The new year started in India with a general strike that took place on the 8th of January. The 24-hour strike, with an estimated 250 million participants, was one of the largest in world history. It comes on the back of a swell of escalating seditious tensions, a response to the fascist policies of India’s far-right Bharatiya Janata Party (BJP) and the economic downturn of the country under their power.
Entering the new year is always a moment accompanied by reflection, but the rapidly changing political landscape in India intensified this for me. I’ve found myself turning inward to reflect on my identity, particularly in relation to the politics of my motherland.

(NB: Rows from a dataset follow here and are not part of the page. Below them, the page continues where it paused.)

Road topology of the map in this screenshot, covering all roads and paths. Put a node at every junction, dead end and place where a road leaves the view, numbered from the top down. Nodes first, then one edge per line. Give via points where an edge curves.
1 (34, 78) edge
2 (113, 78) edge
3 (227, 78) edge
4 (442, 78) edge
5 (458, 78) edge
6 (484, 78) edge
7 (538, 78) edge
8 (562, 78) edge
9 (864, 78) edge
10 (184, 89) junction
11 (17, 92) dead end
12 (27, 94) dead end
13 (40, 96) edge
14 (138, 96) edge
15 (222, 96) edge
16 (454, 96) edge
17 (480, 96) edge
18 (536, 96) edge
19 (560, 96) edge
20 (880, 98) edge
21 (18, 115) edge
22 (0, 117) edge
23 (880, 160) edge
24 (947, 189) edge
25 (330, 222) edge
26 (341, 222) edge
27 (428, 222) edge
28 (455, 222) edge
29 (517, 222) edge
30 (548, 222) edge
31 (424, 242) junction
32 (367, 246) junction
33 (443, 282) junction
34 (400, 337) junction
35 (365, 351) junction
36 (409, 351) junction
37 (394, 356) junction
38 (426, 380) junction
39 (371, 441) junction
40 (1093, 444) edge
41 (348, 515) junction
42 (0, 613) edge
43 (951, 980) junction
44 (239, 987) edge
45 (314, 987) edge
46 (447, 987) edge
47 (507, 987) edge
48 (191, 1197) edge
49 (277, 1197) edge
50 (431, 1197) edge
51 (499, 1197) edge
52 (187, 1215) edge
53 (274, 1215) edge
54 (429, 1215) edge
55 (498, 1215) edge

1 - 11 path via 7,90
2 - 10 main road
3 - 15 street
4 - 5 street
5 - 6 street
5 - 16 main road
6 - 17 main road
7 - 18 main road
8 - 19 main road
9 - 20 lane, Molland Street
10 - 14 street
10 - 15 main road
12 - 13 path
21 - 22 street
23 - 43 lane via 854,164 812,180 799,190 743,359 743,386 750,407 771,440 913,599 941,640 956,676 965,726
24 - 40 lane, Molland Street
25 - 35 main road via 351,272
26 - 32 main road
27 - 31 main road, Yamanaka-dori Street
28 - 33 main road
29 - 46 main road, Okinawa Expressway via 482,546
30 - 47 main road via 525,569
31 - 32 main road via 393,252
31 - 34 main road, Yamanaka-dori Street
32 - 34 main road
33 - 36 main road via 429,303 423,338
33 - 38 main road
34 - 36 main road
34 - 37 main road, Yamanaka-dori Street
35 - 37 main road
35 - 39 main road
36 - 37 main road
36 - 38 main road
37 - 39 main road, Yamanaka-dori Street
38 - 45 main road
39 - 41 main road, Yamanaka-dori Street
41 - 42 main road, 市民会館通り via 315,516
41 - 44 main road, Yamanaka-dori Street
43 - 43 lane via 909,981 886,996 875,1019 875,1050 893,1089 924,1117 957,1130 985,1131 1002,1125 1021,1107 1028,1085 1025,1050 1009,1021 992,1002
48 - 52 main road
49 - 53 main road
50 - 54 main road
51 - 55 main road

My own ancestors are from the state of Tamil Nadu, in the south of India, which is where I was born. I moved to Aotearoa New Zealand with my parents when I was five, growing up near Te Awakairangi, in Naenae. The severing of parts of my cultural identity was a price we paid for being here. The languages and local cultural knowledges we came with were sidelined, and instead, I learned new ways of being in the world. I did not know then what I know now: we pick up the habits of pākehā settlers here in order to guarantee our safety and comfort. In order to feel settled.
We never really fit into these habits perfectly, though. We learn them through repetition, but there’s always a limit to this success. Racism doesn’t always let us get away with imitation, reminding us frequently we can never truly embody that one characteristic common to all pākehā settlers: whiteness.
Coming up against whiteness as a visibly racialised person feels like reaching for something, but you can never quite close the gap. I’ve found you can either play this game, keep trying to reach the same standards set by others, or you can reorientate yourself to find new ways of being in the world, unmediated by the demands of colonial power. Ways that refuse the racialised hierarchy established to serve no-one but those at the very top.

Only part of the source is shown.